The Environmental Defense Fund has a Scorecard Website to research the chemical pollution in any region of the US. http://www.scorecard.org and the Environmental Working Group has a website reviewing drinking water contamination ( http://wyl.ewg.org and http://www.ewg.org/pub/home/reports/In_The_Drink/florida.html )

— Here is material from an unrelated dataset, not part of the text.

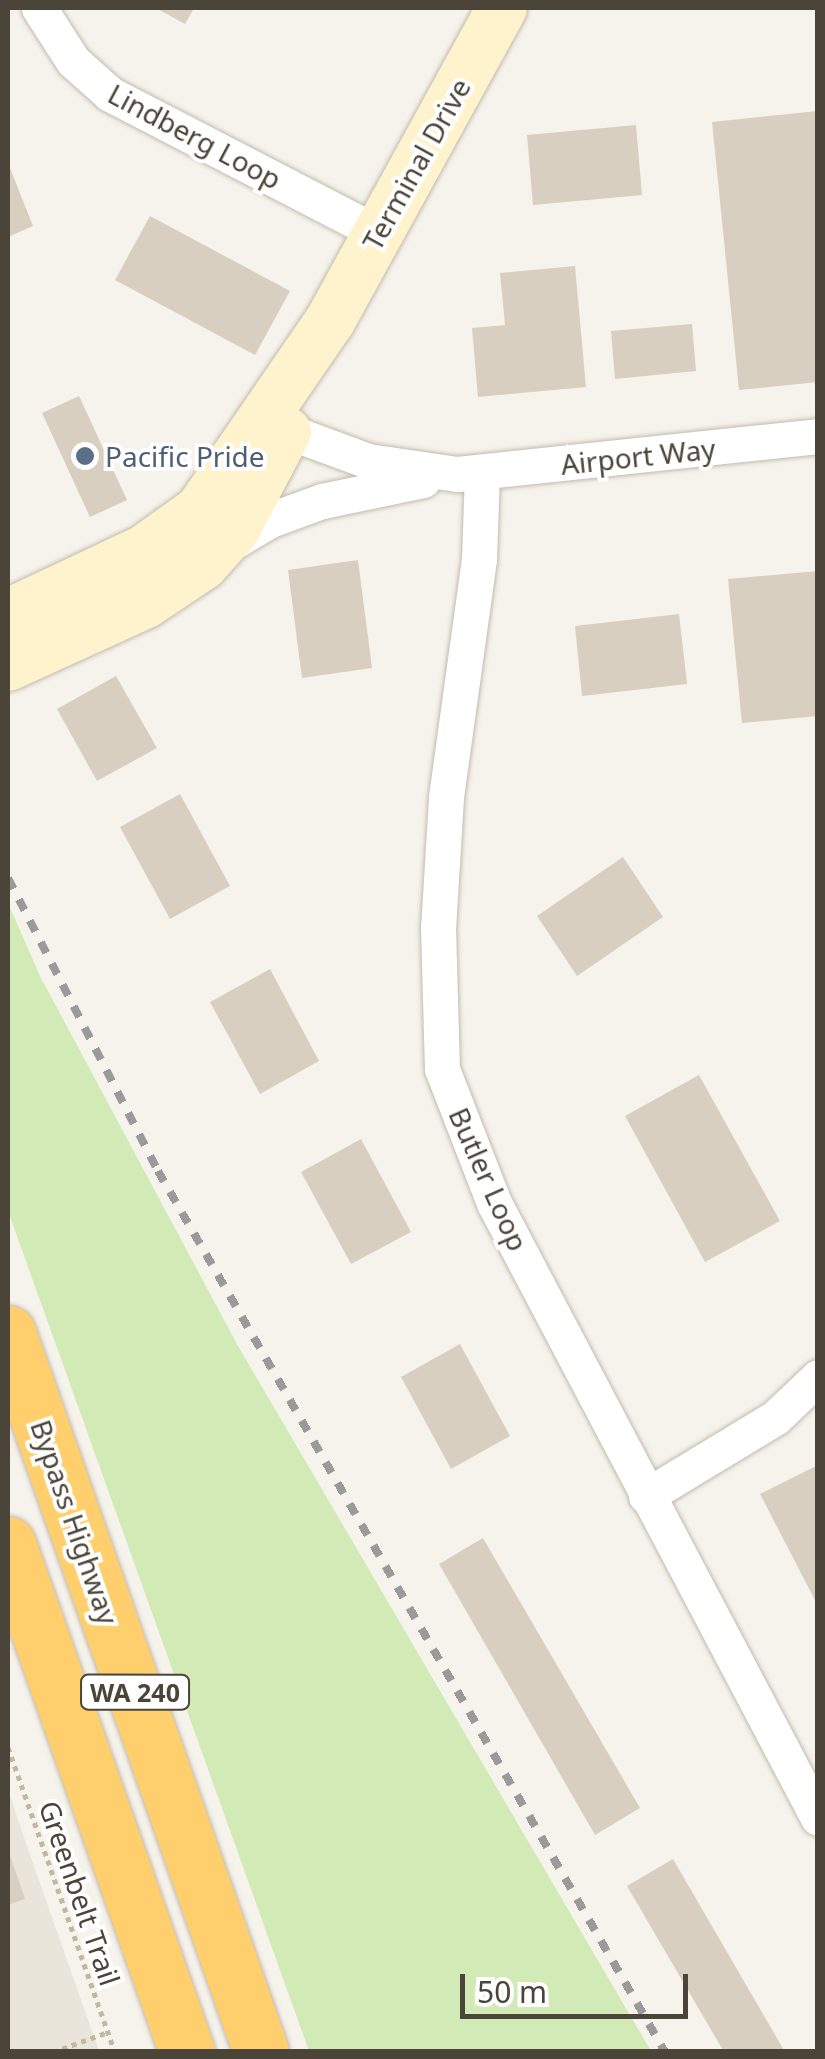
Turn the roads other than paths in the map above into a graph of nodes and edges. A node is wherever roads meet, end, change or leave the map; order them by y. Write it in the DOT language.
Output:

The question is who is monitoring chemicals discharged into municipal and industrial Class 1 and Class V underground injection control (UIC) wells which migrate into underground sources of drinking water (USDW) in Florida? http://www.enviro-net.com/cgi/news/story.pl?news_story=fl19990106

The Florida Department of Environmental Protection (FDEP), Florida Department of Health, and US Environmental Protection Agency (EPA) aren't monitoring chemical discharge into Class 1 (no.120) and Class V (no.8,000) UIC wells. http://www.ficus.usf.edu/library/fcfguide/chap10/chap10-7.htm

Drinking ground water is an exposure pathway being reviewed in the children cancer clusters in Toms River N.J. (http://www.thnt.com/doc2/cancer ) and Port St.Lucie (http://www.sun-sentinel.com/news/daily/detail/0,1136,500000000005012,00.htm )

Does your town have Class 1 and Class V UIC wells?